El eje político internacional que dibuja el orden mundial ha dejado de separar las democracias de los regímenes autoritarios. Lo prueba que Musk se haya mostrado muy crítico con muchos regímenes democráticos, pero elogioso con el Kremlin; en contra de China no ha expresado la más mínima crítica, siendo el gigante asiático y Rusia países los dos en los que tiene intereses comerciales e industriales. A día de hoy los hechos demuestran que la icónica motosierra que Musk ha tomado prestada de Milei no sólo reduce el número de funcionarios sino también la calidad democrática. El mundo de hoy se ordena a un lado y otro de la frontera que separa a los fuertes de los débiles.

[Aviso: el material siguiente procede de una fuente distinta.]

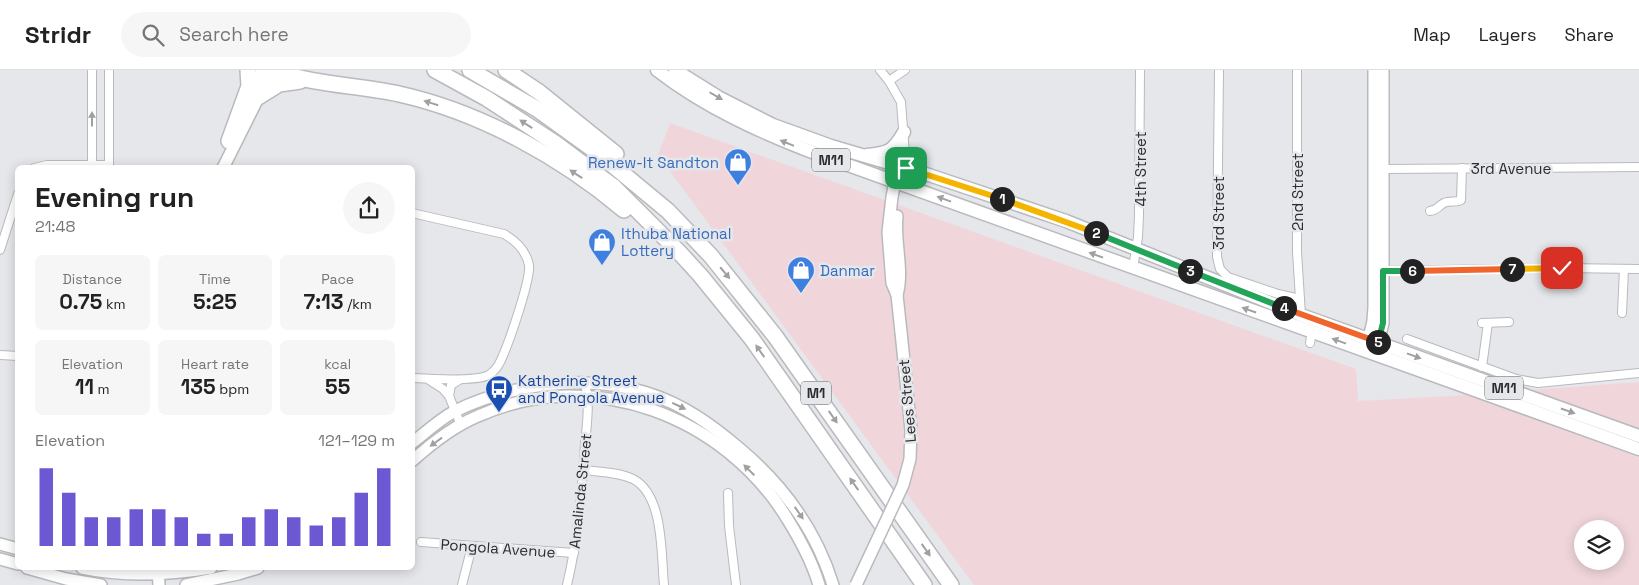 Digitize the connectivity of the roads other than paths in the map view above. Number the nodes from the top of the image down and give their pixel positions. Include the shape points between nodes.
1 (92, 70) edge
2 (109, 70) edge
3 (248, 70) edge
4 (262, 70) edge
5 (272, 70) edge
6 (435, 70) edge
7 (470, 70) edge
8 (506, 70) edge
9 (657, 70) edge
10 (675, 70) edge
11 (880, 70) edge
12 (905, 70) edge
13 (1140, 70) edge
14 (1219, 70) edge
15 (1297, 70) edge
16 (1374, 70) edge
17 (1383, 70) edge
18 (309, 80) junction
19 (889, 81) junction
20 (258, 97) junction
21 (904, 132) junction
22 (229, 141) junction
23 (860, 154) junction
24 (902, 163) junction
25 (92, 165) edge
26 (109, 165) edge
27 (217, 165) edge
28 (224, 165) edge
29 (1639, 167) edge
30 (1462, 168) junction
31 (1383, 169) junction
32 (898, 183) junction
33 (15, 203) edge
34 (668, 211) junction
35 (1430, 211) dead end
36 (415, 214) edge
37 (671, 244) junction
38 (0, 250) edge
39 (1136, 250) junction
40 (1133, 268) junction
41 (1624, 269) junction
42 (1639, 269) edge
43 (1383, 271) junction
44 (1300, 299) junction
45 (1622, 313) dead end
46 (1301, 315) junction
47 (1509, 322) dead end
48 (1407, 339) dead end
49 (1372, 347) junction
50 (0, 355) edge
51 (15, 356) edge
52 (1482, 367) junction
53 (1639, 373) edge
54 (415, 378) edge
55 (427, 379) junction
56 (461, 379) junction
57 (585, 383) junction
58 (449, 396) junction
59 (588, 397) junction
60 (455, 412) junction
61 (461, 425) junction
62 (1639, 436) edge
63 (415, 441) edge
64 (1639, 449) edge
65 (415, 459) edge
66 (584, 470) junction
67 (728, 493) dead end
68 (422, 542) dead end
69 (0, 544) edge
70 (472, 546) junction
71 (15, 548) edge
72 (574, 553) junction
73 (0, 559) edge
74 (15, 565) edge
75 (15, 566) edge
76 (0, 568) edge
77 (35, 570) edge
78 (90, 570) edge
79 (134, 570) edge
80 (200, 570) edge
81 (251, 570) edge
82 (126, 574) junction
83 (158, 575) edge
84 (173, 575) edge
85 (101, 585) edge
86 (186, 585) edge
87 (462, 585) edge
88 (567, 585) edge
89 (664, 585) edge
90 (736, 585) edge
91 (819, 585) edge
92 (833, 585) edge
93 (856, 585) edge
94 (924, 585) edge
95 (951, 585) edge

25 -> 1 street
2 - 26 street
3 - 22 highway via 249,86
4 - 22 main road
5 - 18 highway
5 - 20 main road
37 -> 6 highway, M1 via 614,187 555,143 486,98
7 - 34 highway, M1 via 565,128
8 - 34 highway via 625,162 658,195
32 -> 9 main road, M11 via 765,134 713,107
10 -> 23 main road, M11 via 765,122
11 - 19 street
12 - 19 street
13 - 39 street, 4th Street via 1140,215
14 - 44 street, 3rd Street via 1217,257 1220,269 1228,277
15 - 44 street, 2nd Street
16 - 49 main road
17 - 31 main road
18 - 20 highway via 279,84
37 -> 18 highway via 658,239 603,192 573,172 480,122 443,106 406,96
19 - 21 street via 901,102
20 - 28 main road
21 - 23 main road via 891,150
21 - 24 street
22 - 27 main road
23 - 24 main road, M11
24 - 32 main road, Lees Street
24 - 39 main road, M11 via 1066,221
29 - 30 street, 3rd Avenue
30 - 31 street, 3rd Avenue
30 - 35 street via 1461,200 1444,203
31 - 43 main road
40 -> 32 main road, M11
32 - 93 main road, Lees Street, bridge via 888,232 911,430 910,459 903,484
33 - 38 street
34 -> 95 highway, M1 via 711,256 775,336
36 - 56 street via 504,234 518,244 528,262 528,280 498,366 482,377
94 -> 37 highway, M1 via 752,339
39 - 40 street, 4th Street
39 - 46 main road, M11
49 -> 40 main road, M11 via 1311,337
41 - 42 street
41 - 43 street
41 - 45 street
43 - 49 main road via 1383,323
44 - 46 street, 2nd Street
46 - 49 main road, M11
47 - 52 street via 1485,323
48 - 52 street
49 -> 62 main road, M11
49 - 64 main road, M11
50 - 51 street
52 - 53 street via 1538,383
54 - 55 street
55 - 56 street
55 - 58 street
56 - 58 street via 451,385
57 - 59 street, Amalinda Street
57 - 60 main road via 533,386
57 -> 92 main road via 646,392 688,410 726,437 790,499 814,538
58 - 60 street
59 - 61 main road via 527,400 484,413
59 - 66 street, Amalinda Street
91 -> 59 main road via 808,552 782,509 754,475 723,447 680,422 641,406
60 - 61 street
60 - 63 main road
61 -> 65 main road
66 - 72 street, Amalinda Street
66 - 89 street via 631,478 650,495 658,523
67 - 90 street
68 - 70 street, Pongola Avenue
69 - 71 main road
70 - 72 street, Pongola Avenue
70 - 87 street
72 - 88 street, Amalinda Street
73 - 74 main road
75 - 76 main road
77 - 85 main road
78 - 82 main road
79 - 82 main road
80 - 84 main road
81 - 86 main road
82 - 83 main road
83 - 84 main road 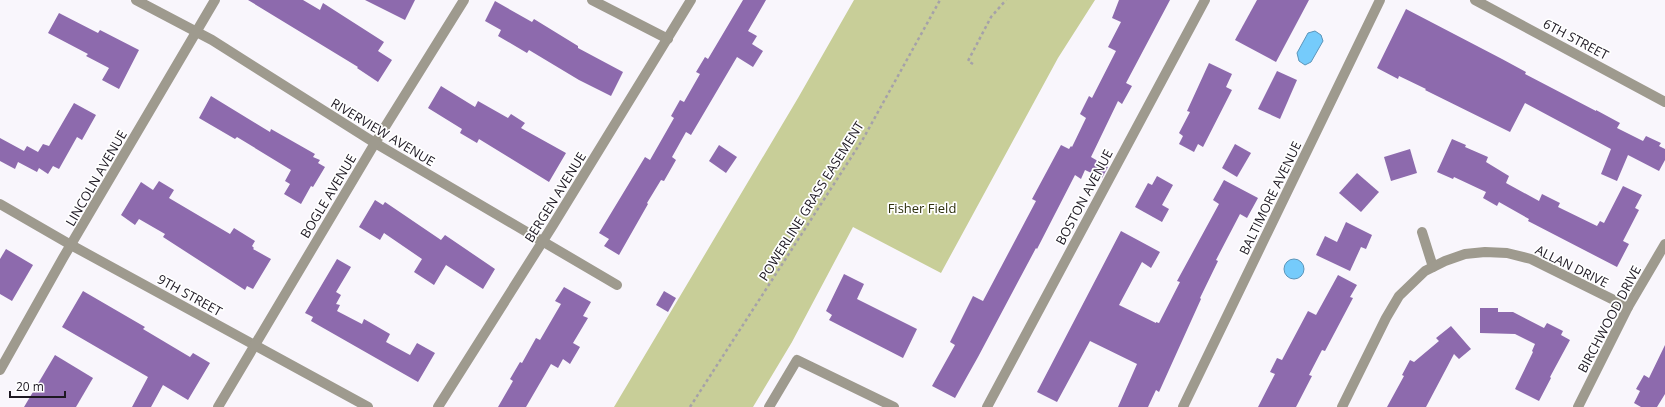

La realidad es que Donald Trump se comporta de manera irracional. Hasta el punto de que su justificación última es la razón no racional –valga la paradoja– que invalida toda oposición a su gobierno: Dios. La democracia, empero, es un producto de la razón, inventada por los atenienses, un pueblo de filósofos, en un momento de su historia que los eruditos etiquetan como la era de la ilustración ateniense. La democracia, pues, no es algo natural, sino artificial, cosa de idealistas, y fue «fabricada» para gobernar los deseos humanos, de por sí irracionales e inadecuados para dirigir el comportamiento de una pluralidad diversa de individuos (polis la llamaban los griegos) que no tienen más remedio que convivir. Así se asegura la libertad de todos; no sólo de los poderosos, también de los débiles. Emulando aquella esplendorosa Atenas, siglos después, en plena Ilustración moderna, un conjunto de colonias en territorio americano se independizaron constituyéndose en una democracia, que se materializa, como en su día la ateniense, en un sistema de instituciones que tiene por fin último que los ciudadanos puedan demandar a quienes les gobiernan las razones de sus actos y que los gobernantes estén obligados a explicarlas. El sistema que precisamente hoy los ocupantes de la Casa Blanca consideran un estorbo para la consecución de sus objetivos y la satisfacción de sus intereses.